Input data —
= = =

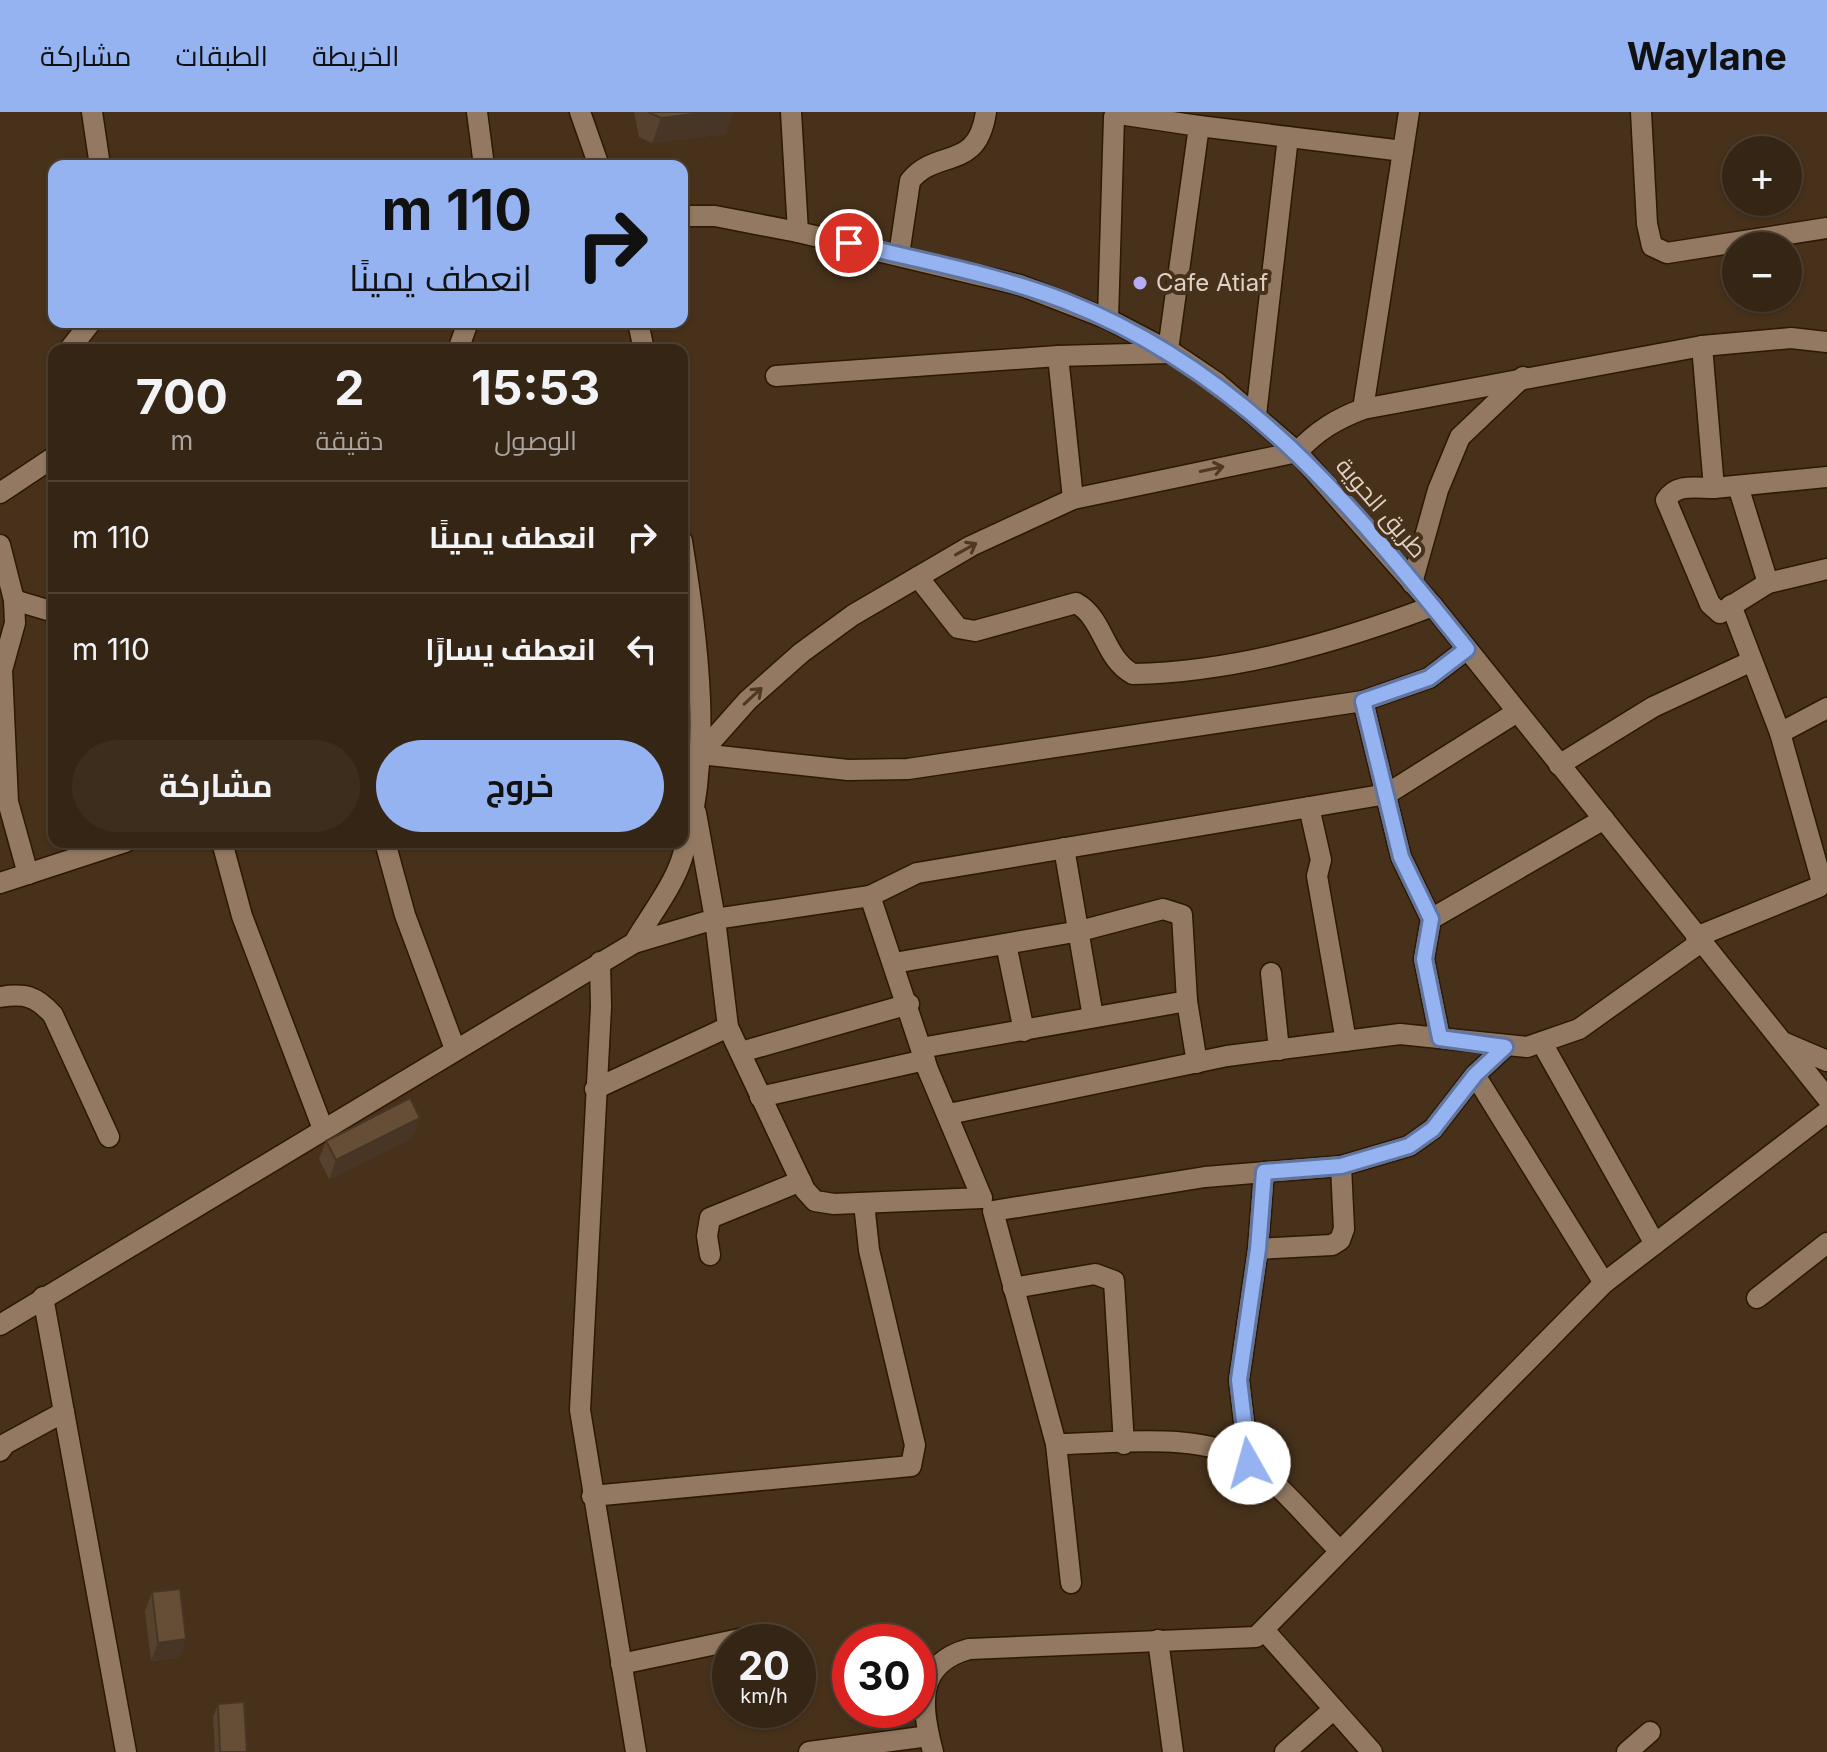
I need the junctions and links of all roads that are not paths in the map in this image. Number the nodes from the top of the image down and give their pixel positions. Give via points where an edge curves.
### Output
1 (92, 112) edge
2 (477, 112) edge
3 (580, 112) edge
4 (791, 112) edge
5 (986, 112) edge
6 (1409, 112) edge
7 (1641, 112) edge
8 (1111, 113) edge
9 (1224, 120) edge
10 (1199, 126) junction
11 (1288, 137) junction
12 (589, 139) junction
13 (1403, 151) junction
14 (99, 160) edge
15 (483, 160) edge
16 (597, 160) edge
17 (611, 160) edge
18 (700, 216) edge
19 (1827, 228) edge
20 (798, 232) junction
21 (899, 255) junction
22 (1108, 319) junction
23 (86, 328) edge
24 (1827, 342) edge
25 (74, 344) edge
26 (1702, 346) junction
27 (1171, 351) junction
28 (1058, 356) junction
29 (776, 376) dead end
30 (1523, 377) junction
31 (1363, 409) junction
32 (1256, 415) junction
33 (1297, 452) junction
34 (48, 461) edge
35 (1827, 477) edge
36 (1738, 486) junction
37 (1714, 488) junction
38 (0, 493) edge
39 (1073, 499) junction
40 (0, 545) edge
41 (1827, 569) edge
42 (918, 577) junction
43 (1412, 583) junction
44 (1768, 583) junction
45 (14, 600) junction
46 (1731, 605) junction
47 (1433, 606) junction
48 (48, 610) edge
49 (688, 615) edge
50 (8, 623) edge
51 (1467, 649) junction
52 (1752, 661) junction
53 (1363, 701) junction
54 (1827, 708) edge
55 (1517, 712) junction
56 (1780, 733) junction
57 (691, 755) edge
58 (1559, 765) junction
59 (1387, 794) junction
60 (693, 802) junction
61 (1309, 807) junction
62 (1604, 819) junction
63 (688, 828) edge
64 (107, 848) edge
65 (224, 848) edge
66 (387, 848) edge
67 (684, 848) edge
68 (1064, 848) junction
69 (28, 874) junction
70 (0, 883) edge
71 (870, 896) junction
72 (715, 919) junction
73 (1431, 919) junction
74 (1080, 931) junction
75 (1698, 940) junction
76 (634, 943) junction
77 (1006, 944) junction
78 (600, 962) junction
79 (894, 963) junction
80 (1271, 973) dead end
81 (0, 997) edge
82 (1187, 1001) junction
83 (909, 1004) junction
84 (1093, 1017) junction
85 (728, 1027) junction
86 (1024, 1031) junction
87 (1440, 1038) junction
88 (1777, 1039) junction
89 (1346, 1041) junction
90 (1542, 1043) junction
91 (1505, 1047) junction
92 (455, 1049) junction
93 (1279, 1050) junction
94 (741, 1052) junction
95 (923, 1054) junction
96 (1827, 1061) edge
97 (1197, 1063) junction
98 (1475, 1075) junction
99 (595, 1089) junction
100 (760, 1097) junction
101 (1827, 1098) edge
102 (1827, 1112) edge
103 (949, 1114) junction
104 (323, 1129) junction
105 (109, 1137) dead end
106 (1341, 1166) junction
107 (1264, 1172) junction
108 (801, 1181) junction
109 (864, 1203) junction
110 (988, 1205) junction
111 (1827, 1243) edge
112 (1655, 1244) junction
113 (1258, 1249) junction
114 (710, 1255) dead end
115 (1604, 1283) junction
116 (1013, 1288) junction
117 (43, 1297) junction
118 (1757, 1298) dead end
119 (0, 1325) edge
120 (64, 1412) junction
121 (1056, 1444) junction
122 (1124, 1444) junction
123 (0, 1451) edge
124 (1249, 1463) junction
125 (592, 1496) junction
126 (1338, 1549) junction
127 (1071, 1583) dead end
128 (1264, 1630) junction
129 (1158, 1640) junction
130 (712, 1645) edge
131 (621, 1664) junction
132 (1334, 1709) junction
133 (1650, 1732) dead end
134 (931, 1744) edge
135 (126, 1752) edge
136 (636, 1752) edge
137 (809, 1752) edge
138 (1173, 1752) edge
139 (1285, 1752) edge
140 (1372, 1752) edge
141 (1627, 1752) edge

1 - 14 street
2 - 15 street
3 - 12 street
4 - 20 street
5 - 21 street via 976,145 917,172 910,181
6 - 13 street
7 - 19 street via 1652,246 1667,253
8 - 10 street
8 - 22 street
9 - 10 street
9 - 11 street
10 - 27 street
11 - 13 street
11 - 32 street
12 - 16 street
12 - 17 street
13 - 31 street
18 - 20 street, طريق الحوية
20 - 21 street, طريق الحوية
21 - 22 street, طريق الحوية via 1020,285
22 - 27 street, طريق الحوية
23 - 25 street
24 - 26 street via 1791,338
26 - 30 street
26 - 37 street
27 - 28 street
27 - 32 street, طريق الحوية
28 - 29 street
28 - 39 street
30 - 31 street
30 - 43 street via 1460,437 1438,490
31 - 33 street via 1338,418
32 - 33 street, طريق الحوية
39 -> 33 street
33 - 43 street, طريق الحوية
34 - 38 street
35 - 36 street
36 - 37 street
36 - 44 street
37 - 46 street via 1681,487 1666,500 1710,604 1720,613
42 -> 39 street
40 - 45 street
41 - 44 street
42 - 47 street via 958,628 975,631 1076,603 1088,609 1120,667 1133,674 1254,659 1351,637
57 -> 42 street via 801,653
43 - 47 street, طريق الحوية
44 - 46 street
45 - 48 street
45 - 50 street
46 - 52 street
47 - 51 street, طريق الحوية
49 - 57 street
50 - 69 street via 2,670 7,787
51 - 53 street via 1429,678
51 - 55 street, طريق الحوية
52 - 56 street
52 - 58 street via 1653,707
53 - 57 street via 908,769 848,770
53 - 59 street
54 - 56 street
55 - 58 street, طريق الحوية
55 - 59 street
56 - 75 street via 1819,887
57 - 60 street
58 - 62 street, طريق الحوية
59 - 61 street
59 - 73 street via 1401,857
60 - 63 street
60 - 72 street
61 - 68 street
61 - 89 street
62 - 73 street
62 - 75 street, طريق الحوية
64 - 69 street
65 - 104 street via 242,916
66 - 92 street via 405,915
67 - 76 street
68 - 71 street via 917,873
68 - 74 street
69 - 70 street
71 - 72 street
71 - 79 street
72 - 76 street
72 - 85 street
73 - 87 street via 1424,959
74 - 77 street
74 - 82 street via 1163,909 1182,915
74 - 84 street
75 - 88 street, طريق الحوية
75 - 90 street via 1579,1029
76 - 78 street
77 - 79 street
77 - 86 street
78 - 92 street
78 - 99 street
79 - 83 street
80 - 93 street
81 - 105 street via 21,994 40,1000 53,1015
82 - 84 street
82 - 97 street
83 - 94 street
83 - 95 street
84 - 86 street
85 - 94 street
85 - 99 street
86 - 95 street
87 - 89 street via 1400,1034
87 - 91 street
88 - 96 street
88 - 101 street, طريق الحوية
89 - 93 street
90 - 91 street
90 - 112 street
91 - 98 street
92 - 104 street
93 - 97 street
94 - 100 street
95 - 100 street
95 - 103 street
97 - 103 street
98 - 106 street via 1433,1129 1409,1146
98 - 115 street
99 - 125 street via 580,1410
100 - 108 street
102 - 112 street
103 - 110 street
104 - 117 street
106 - 107 street
106 - 113 street via 1340,1240 1332,1245
107 - 110 street
107 - 113 street
108 - 109 street via 815,1201
108 - 114 street via 710,1218
109 - 110 street
109 - 125 street via 869,1250 915,1445 911,1466
110 - 116 street
111 - 118 street
112 - 115 street
113 - 124 street via 1239,1380
115 - 126 street
116 - 121 street
116 - 122 street via 1095,1274 1114,1281
117 - 119 street
117 - 120 street
120 - 123 street
120 - 135 street
121 - 122 street
121 - 127 street
122 - 124 street via 1190,1443 1219,1448
124 - 126 street
125 - 131 street
126 - 128 street
128 - 129 street via 1256,1637
128 - 132 street
129 - 134 street via 969,1649 947,1655 929,1675
129 - 138 street
130 - 131 street
131 - 136 street
132 - 139 street
132 - 140 street
133 - 141 street
134 - 137 street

= = =

Taking the material above, report how many of its lines contain the word "dead". Add nothing else.

Exercise solution —
7